To understand the design of the data, let us print first five rows and last five rows from the dataset

In [None]:
# First five rows from the dataset
data.head()

In [None]:
# Last five rows from the dataset
data.tail()

In [None]:
data.shape

Get the values of the data for the visualization 

In [None]:
# Store the l and t column values in two variables
l = data['l'].values
t = data['t'].values

In [None]:
l.shape, t.shape

In [None]:
# Plot l vs t
plt.figure(figsize=(12,10))
plt.plot(l, t)
plt.show()

The above graph does not look like a straightline which was obtained by connecting the points in the order of their occurrence.; it may be easier to see if we only plot the points.

In [None]:
plt.figure(figsize=(12, 10))
plt.plot(l, t, '.', color = 'black' )
plt.show()

The above graph is still not a straightline. As we know from the domain information that  $l∝t^2$.  

Let us  plot  $ l $ vs $ t^2 $   instead of $l$ vs $t$:

In [None]:
tsq = t * t

In [None]:
plt.figure(figsize=(16,10))
plt.plot(l, tsq, '.', color='black')
plt.show()

**Note**: Our dataset is of shape (90, 2), where feature shape is (90,) and labels shape is (90,). With this when we train, the values will be considered as a single set of features. Hence, to overcome this, we are reshaping the data into 2 dimensions (90,1) where each value is taken as a single feature.

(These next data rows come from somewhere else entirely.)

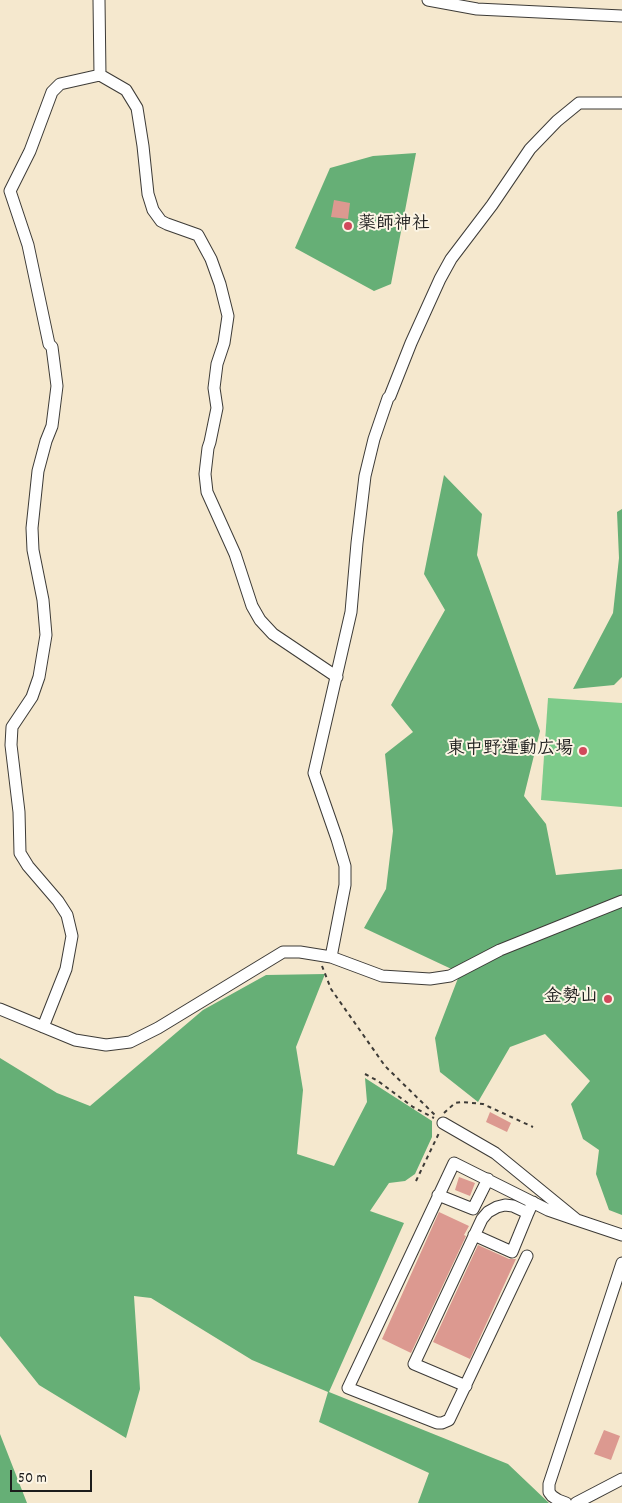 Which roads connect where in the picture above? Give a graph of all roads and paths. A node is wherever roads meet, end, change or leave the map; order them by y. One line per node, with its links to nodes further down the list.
1 (99, 0): 4 (street)
2 (428, 0): 3 (street)
3 (622, 16)
4 (100, 75): 6 (street); 11 (street)
5 (622, 103): 6 (street)
6 (337, 677): 9 (street)
7 (622, 901): 9 (street)
8 (318, 955): 9 (street); 11 (street); 13 (path)
9 (331, 957)
10 (0, 1009): 11 (street)
11 (43, 1027)
12 (365, 1074): 13 (path)
13 (441, 1122): 14 (path); 16 (path); 20 (street)
14 (533, 1127)
15 (488, 1179): 17 (street); 17 (street); 18 (street)
16 (416, 1181)
17 (438, 1195): 25 (street)
18 (533, 1202): 19 (street); 20 (street)
19 (528, 1214): 21 (street); 23 (street)
20 (577, 1220): 22 (street)
21 (474, 1234): 23 (street); 25 (street)
22 (622, 1235)
23 (512, 1252): 25 (street)
24 (622, 1263): 27 (street)
25 (466, 1386)
26 (622, 1479): 28 (street)
27 (566, 1503)
28 (576, 1503) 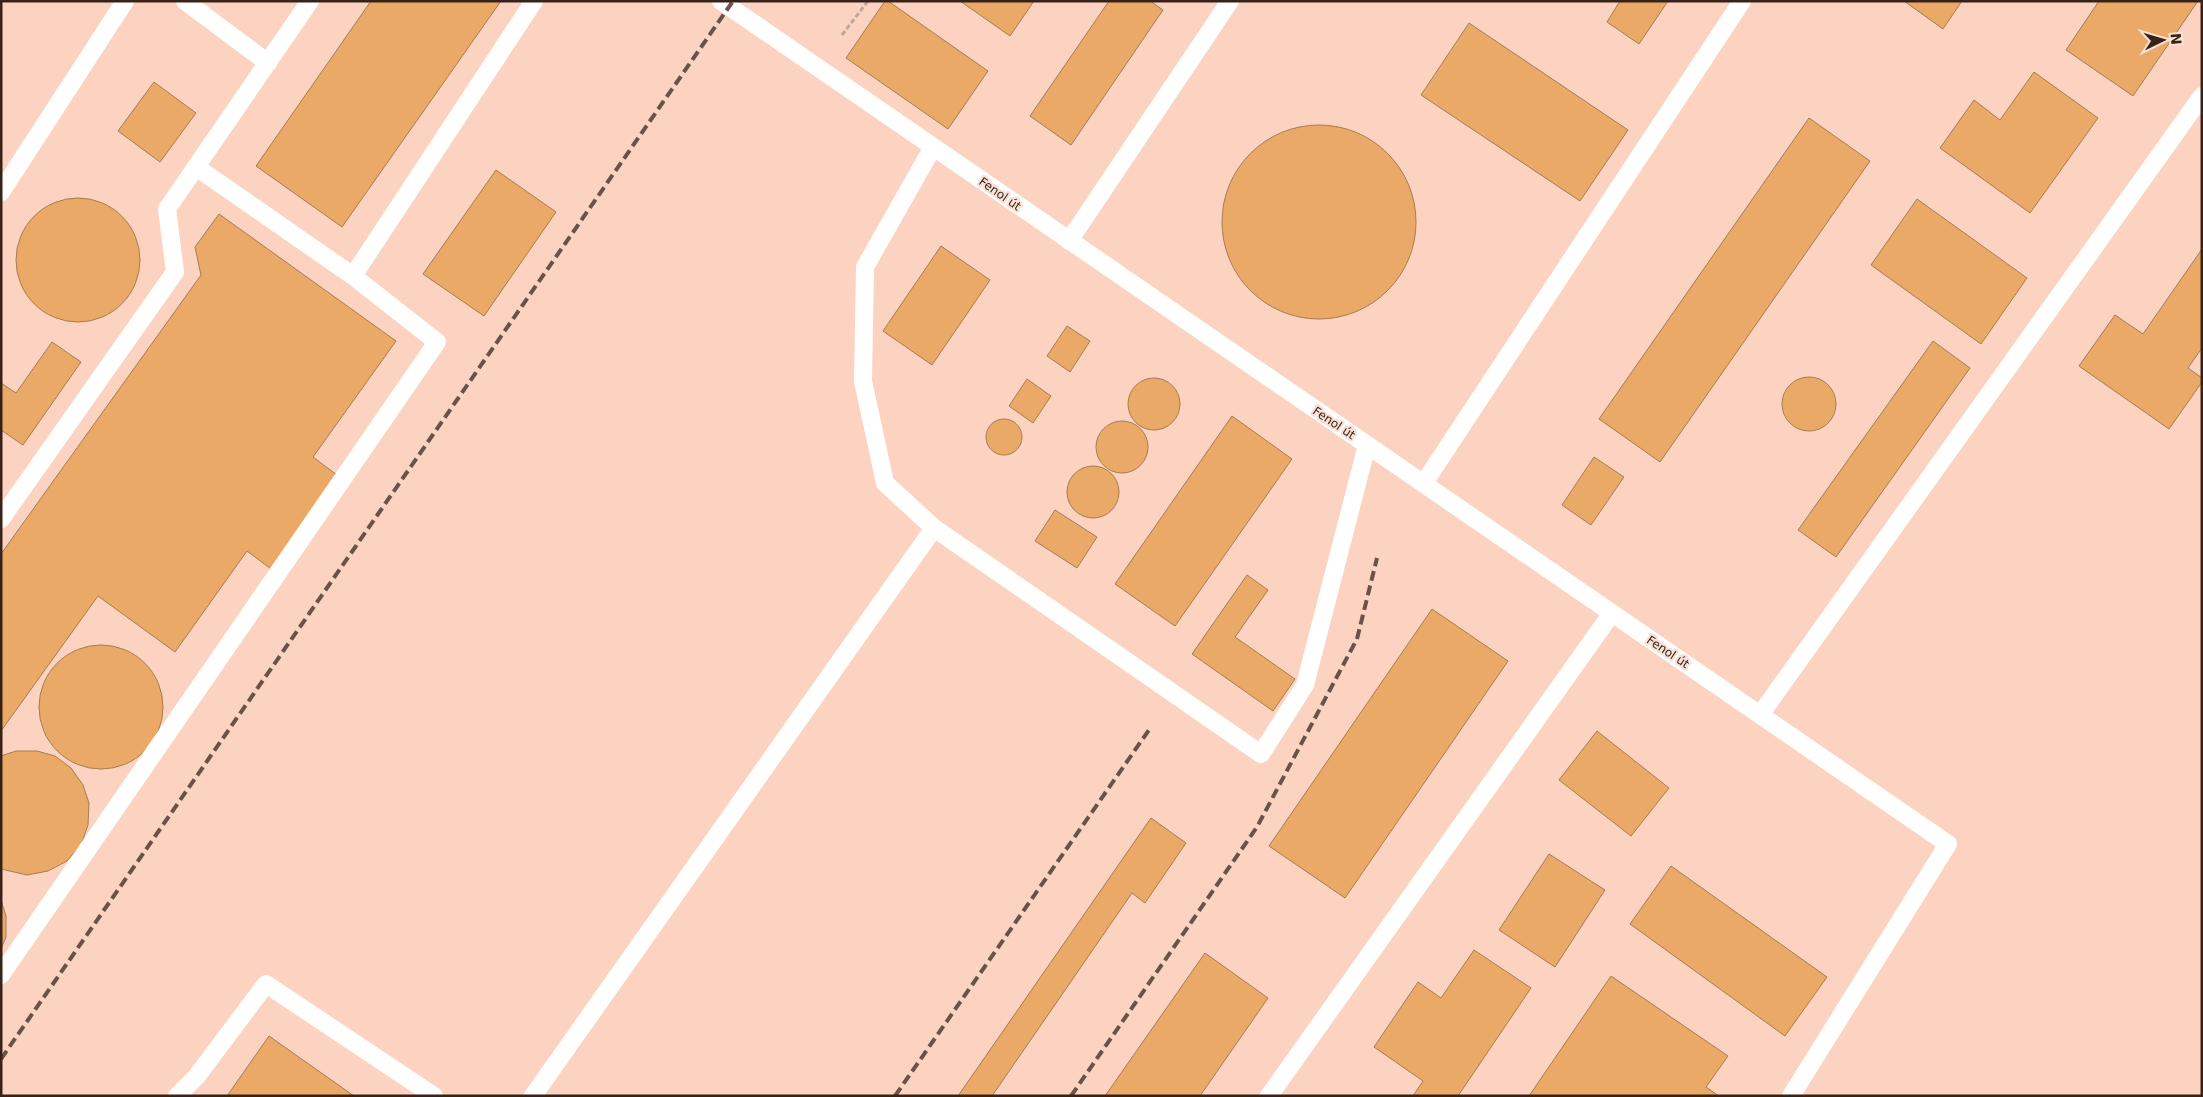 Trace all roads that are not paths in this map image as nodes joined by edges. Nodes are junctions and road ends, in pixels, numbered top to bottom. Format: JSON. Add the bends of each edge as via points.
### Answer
{"nodes":[{"id":1,"x":125,"y":1,"type":"edge"},
{"id":2,"x":185,"y":1,"type":"edge"},
{"id":3,"x":310,"y":1,"type":"edge"},
{"id":4,"x":534,"y":1,"type":"edge"},
{"id":5,"x":721,"y":1,"type":"edge"},
{"id":6,"x":1230,"y":1,"type":"edge"},
{"id":7,"x":1742,"y":1,"type":"edge"},
{"id":8,"x":268,"y":62,"type":"junction"},
{"id":9,"x":2202,"y":96,"type":"edge"},
{"id":10,"x":933,"y":148,"type":"junction"},
{"id":11,"x":196,"y":167,"type":"junction"},
{"id":12,"x":1,"y":192,"type":"edge"},
{"id":13,"x":1069,"y":241,"type":"junction"},
{"id":14,"x":353,"y":276,"type":"junction"},
{"id":15,"x":1367,"y":445,"type":"junction"},
{"id":16,"x":1424,"y":483,"type":"junction"},
{"id":17,"x":1,"y":519,"type":"edge"},
{"id":18,"x":934,"y":528,"type":"junction"},
{"id":19,"x":1612,"y":613,"type":"junction"},
{"id":20,"x":1760,"y":715,"type":"junction"},
{"id":21,"x":1,"y":975,"type":"edge"},
{"id":22,"x":178,"y":1096,"type":"edge"},
{"id":23,"x":434,"y":1096,"type":"edge"},
{"id":24,"x":533,"y":1096,"type":"edge"},
{"id":25,"x":1269,"y":1096,"type":"edge"},
{"id":26,"x":1791,"y":1096,"type":"edge"}],
"edges":[{"from":1,"to":12,"type":"lane"},
{"from":2,"to":8,"type":"lane"},
{"from":3,"to":8,"type":"lane"},
{"from":4,"to":14,"type":"lane"},
{"from":5,"to":10,"type":"lane","name":"Fenol út"},
{"from":6,"to":13,"type":"lane"},
{"from":7,"to":16,"type":"lane"},
{"from":8,"to":11,"type":"lane"},
{"from":9,"to":20,"type":"lane"},
{"from":10,"to":13,"type":"lane","name":"Fenol út"},
{"from":10,"to":18,"type":"lane","via":[[865,267],[864,381],[885,483]]},
{"from":11,"to":14,"type":"lane"},
{"from":11,"to":17,"type":"lane","via":[[167,209],[175,272]]},
{"from":13,"to":15,"type":"lane","name":"Fenol út"},
{"from":14,"to":21,"type":"lane","via":[[437,342]]},
{"from":15,"to":16,"type":"lane","name":"Fenol út"},
{"from":15,"to":18,"type":"lane","via":[[1305,685],[1261,754]]},
{"from":16,"to":19,"type":"lane","name":"Fenol út"},
{"from":18,"to":24,"type":"lane"},
{"from":19,"to":20,"type":"lane","name":"Fenol út"},
{"from":19,"to":25,"type":"lane"},
{"from":20,"to":26,"type":"lane","name":"Fenol út","via":[[1948,844]]},
{"from":22,"to":23,"type":"lane","via":[[266,984]]}]}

The label will always be a single value, so we don't need to reshape it. But in further experiments where we perform train_test_split we should maintain the same no.of samples for both features and labels.

Hence reshaping $l$ and $t$ to a 2-D array.

In this notebook, you could try with and without a reshaping label.

To know more about reshaping, you can refer to the below link :
https://numpy.org/doc/stable/reference/generated/numpy.reshape.html

In [None]:
l.shape, t.shape

In [None]:
length = l.reshape(-1, 1) 
length.shape

In [None]:
tsq1 = tsq.reshape(-1, 1)
tsq1.shape

In [None]:
# Create Linear Regression object
regr = linear_model.LinearRegression()

# Train the model using the training set
regr.fit(length, tsq1)

pred_tsq1 = regr.predict(length)

In [None]:
# Plot a scatter representing l vs tsq
plt.scatter(length, tsq1,  color='black')

# Plot the line predicted using linear regression model
plt.plot(length, pred_tsq1, color='blue', linewidth=3)

plt.show()